Line tally for "Astral": state how many lines of the entries include it, with no other text.

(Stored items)
============

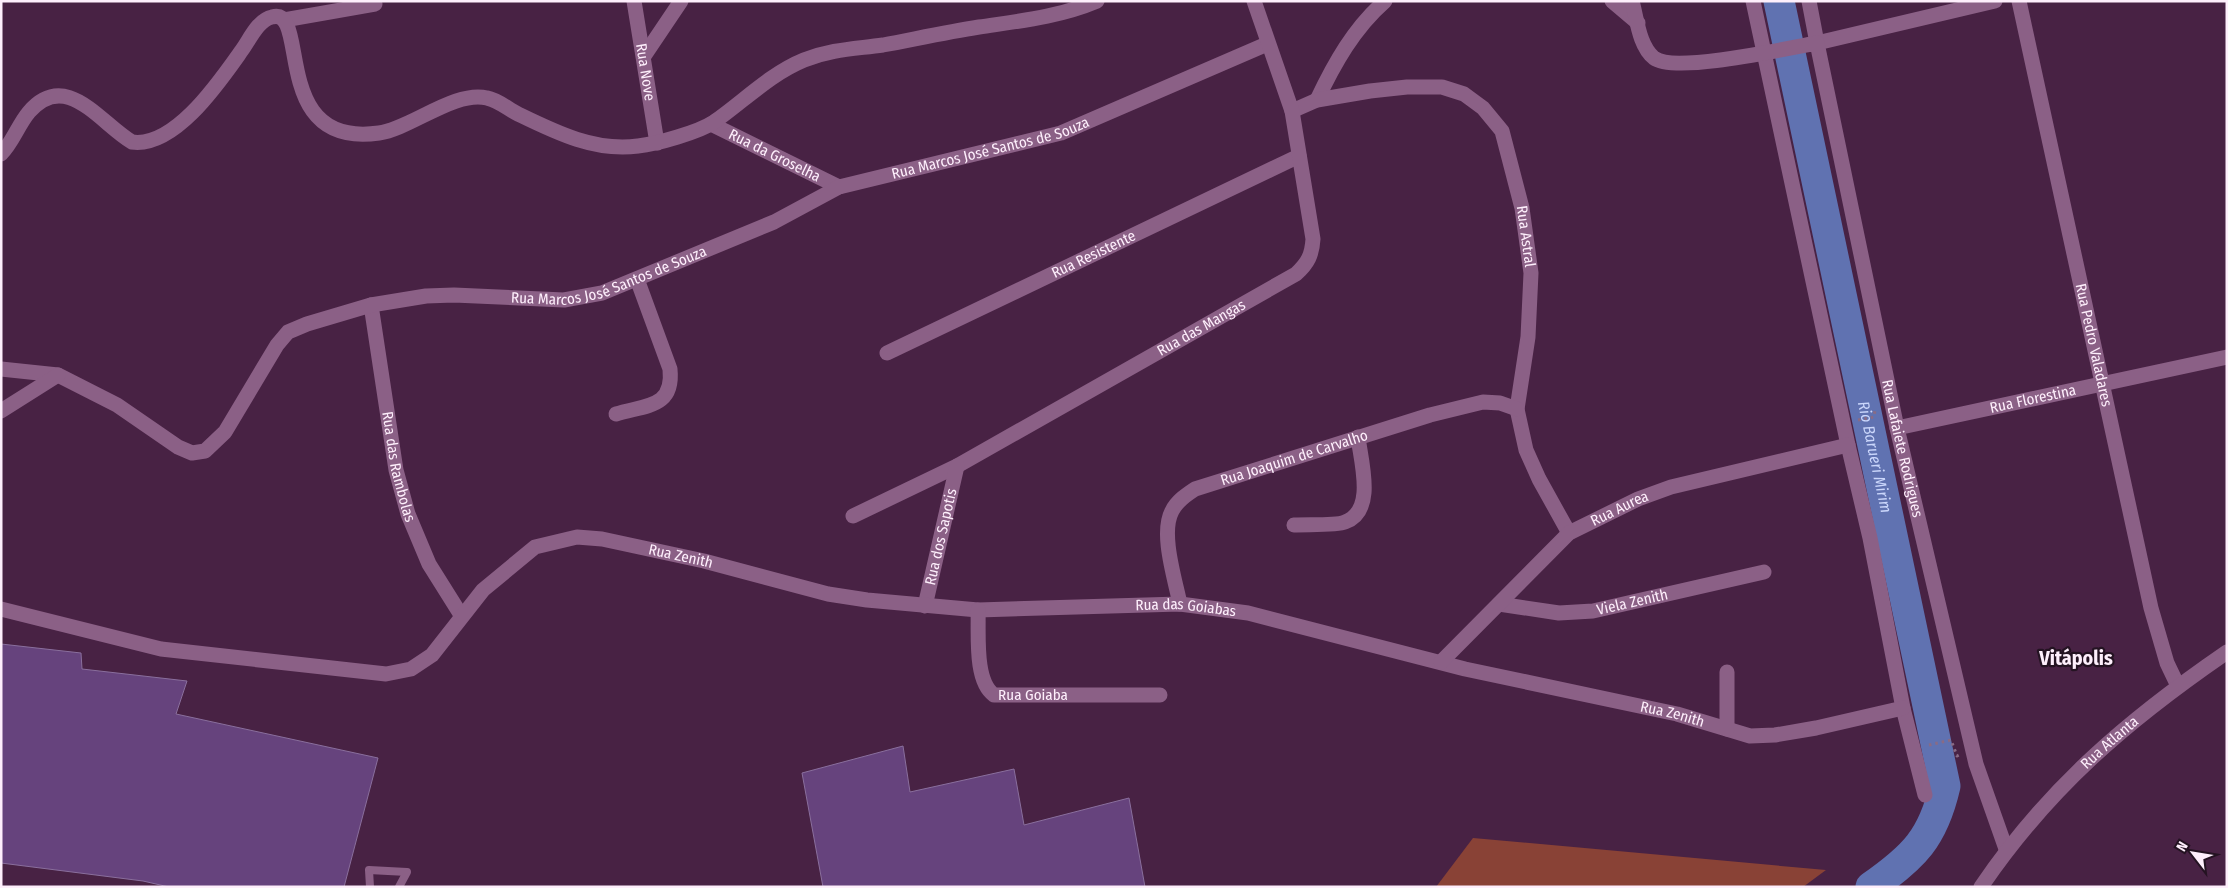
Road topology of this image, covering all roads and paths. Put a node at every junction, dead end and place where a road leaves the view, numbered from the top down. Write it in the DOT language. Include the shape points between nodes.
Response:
graph roads {
  1 [pos="634,1"];
  2 [pos="681,1"];
  3 [pos="1097,1"];
  4 [pos="1254,1"];
  5 [pos="1385,1"];
  6 [pos="1612,1"];
  7 [pos="1632,1"];
  8 [pos="1753,1"];
  9 [pos="1809,1"];
  10 [pos="1995,1"];
  11 [pos="2019,1"];
  12 [pos="375,4"];
  13 [pos="284,20"];
  14 [pos="1638,23"];
  15 [pos="1267,44"];
  16 [pos="1812,44"];
  17 [pos="1770,52"];
  18 [pos="644,56"];
  19 [pos="1317,100"];
  20 [pos="1292,111"];
  21 [pos="711,124"];
  22 [pos="657,143"];
  23 [pos="1,154"];
  24 [pos="1299,156"];
  25 [pos="839,187"];
  26 [pos="637,279"];
  27 [pos="371,305"];
  28 [pos="887,353"];
  29 [pos="2227,357"];
  30 [pos="1,369"];
  31 [pos="58,375"];
  32 [pos="2102,383"];
  33 [pos="1875,405"];
  34 [pos="1517,409"];
  35 [pos="1,411"];
  36 [pos="616,414"];
  37 [pos="1874,417"];
  38 [pos="1897,428"];
  39 [pos="1358,437"];
  40 [pos="1848,445"];
  41 [pos="957,466"];
  42 [pos="853,516"];
  43 [pos="1294,525"];
  44 [pos="1569,534"];
  45 [pos="1764,572"];
  46 [pos="1180,604"];
  47 [pos="1498,604"];
  48 [pos="925,606"];
  49 [pos="1,609"];
  50 [pos="978,610"];
  51 [pos="461,615"];
  52 [pos="2227,652"];
  53 [pos="1441,662"];
  54 [pos="1728,672"];
  55 [pos="2178,686"];
  56 [pos="1160,695"];
  57 [pos="1903,708"];
  58 [pos="1728,729"];
  59 [pos="1951,740"];
  60 [pos="1923,746"];
  61 [pos="1925,795"];
  62 [pos="2006,850"];
  63 [pos="370,887"];
  64 [pos="399,887"];
  65 [pos="1981,887"];
  1 -- 18 [label="street, Rua Nove"];
  2 -- 18 [label="street"];
  3 -- 21 [label="street" via="1025,20 880,45 843,48 780,71"];
  4 -- 15 [label="street, Rua das Mangas"];
  5 -- 19 [label="street" via="1351,39"];
  6 -- 14 [label="street"];
  7 -- 14 [label="street"];
  8 -- 17 [label="street"];
  9 -- 16 [label="street, Rua Lafaiete Rodrigues"];
  10 -- 16 [label="street"];
  11 -- 32 [label="street, Rua Pedro Valadares"];
  12 -- 13 [label="street"];
  13 -- 22 [label="street" via="290,31 306,103 317,119 330,127 355,134 381,133 451,104 486,97 554,131 591,144 616,148"];
  13 -- 23 [label="street" via="278,16 264,21 185,120 153,140 132,142 75,99 51,96 28,113"];
  14 -- 17 [label="street" via="1644,46 1654,58 1666,64"];
  15 -- 20 [label="street, Rua das Mangas"];
  15 -- 25 [label="street, Rua Marcos José Santos de Souza" via="1062,133"];
  16 -- 17 [label="street"];
  16 -- 38 [label="street, Rua Lafaiete Rodrigues"];
  17 -- 40 [label="street"];
  18 -- 22 [label="street, Rua Nove"];
  19 -- 20 [label="street, Rua Astral"];
  19 -- 34 [label="street, Rua Astral" via="1407,86 1442,87 1464,94 1483,108 1502,131 1522,208 1531,273 1528,337"];
  20 -- 24 [label="street, Rua das Mangas"];
  21 -- 22 [label="street"];
  21 -- 25 [label="street, Rua da Groselha"];
  24 -- 28 [label="street, Rua Resistente"];
  24 -- 41 [label="street, Rua das Mangas" via="1313,239 1312,253 1306,265 1296,274"];
  25 -- 26 [label="street, Rua Marcos José Santos de Souza" via="774,222"];
  26 -- 27 [label="street, Rua Marcos José Santos de Souza" via="602,294 564,300 454,295 404,298"];
  26 -- 36 [label="street" via="670,369 672,384 662,401"];
  27 -- 31 [label="street, Rua Marcos José Santos de Souza" via="288,332 267,359 225,432 205,451 192,453 178,447 117,405"];
  27 -- 51 [label="street, Rua das Rambolas" via="396,470 408,514 429,564"];
  29 -- 32 [label="street, Rua Florestina"];
  30 -- 31 [label="street, Rua Marcos José Santos de Souza"];
  31 -- 35 [label="street"];
  32 -- 38 [label="street, Rua Florestina"];
  32 -- 55 [label="street, Rua Pedro Valadares" via="2151,608"];
  33 -- 37 [label="path"];
  34 -- 39 [label="street, Rua Joaquim de Carvalho" via="1483,402"];
  34 -- 44 [label="street, Rua Astral" via="1526,450"];
  38 -- 62 [label="street, Rua Lafaiete Rodrigues" via="1976,764"];
  39 -- 43 [label="street" via="1365,498 1359,511 1345,522"];
  39 -- 46 [label="street, Rua Joaquim de Carvalho" via="1195,489 1180,499 1171,512 1167,528"];
  40 -- 44 [label="street, Rua Aurea" via="1671,487 1638,498"];
  40 -- 57 [label="street"];
  41 -- 42 [label="street, Rua das Mangas"];
  41 -- 48 [label="street, Rua dos Sapotis"];
  44 -- 47 [label="street, Rua Aurea"];
  45 -- 47 [label="street, Viela Zenith" via="1593,611 1559,613"];
  46 -- 50 [label="street, Rua das Goiabas"];
  46 -- 53 [label="street, Rua das Goiabas" via="1248,613"];
  47 -- 53 [label="street, Rua Aurea"];
  48 -- 50 [label="street, Rua das Goiabas"];
  48 -- 51 [label="street, Rua Zenith" via="828,594 704,561 602,538 576,536 535,547 483,590"];
  49 -- 51 [label="street, Rua Zenith" via="161,649 386,674 411,669 432,656"];
  50 -- 56 [label="street, Rua Goiaba" via="982,678 986,689 994,695"];
  52 -- 55 [label="street, Rua Atlanta"];
  53 -- 58 [label="street, Rua Zenith" via="1677,714"];
  54 -- 58 [label="street"];
  55 -- 62 [label="street, Rua Atlanta" via="2068,778"];
  57 -- 58 [label="street, Rua Zenith" via="1775,735 1750,736"];
  57 -- 61 [label="street"];
  59 -- 60 [label="path"];
  62 -- 65 [label="street, Rua Atlanta"];
  63 -- 64 [label="lane" via="369,870 407,872"];
}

============

### Reply
3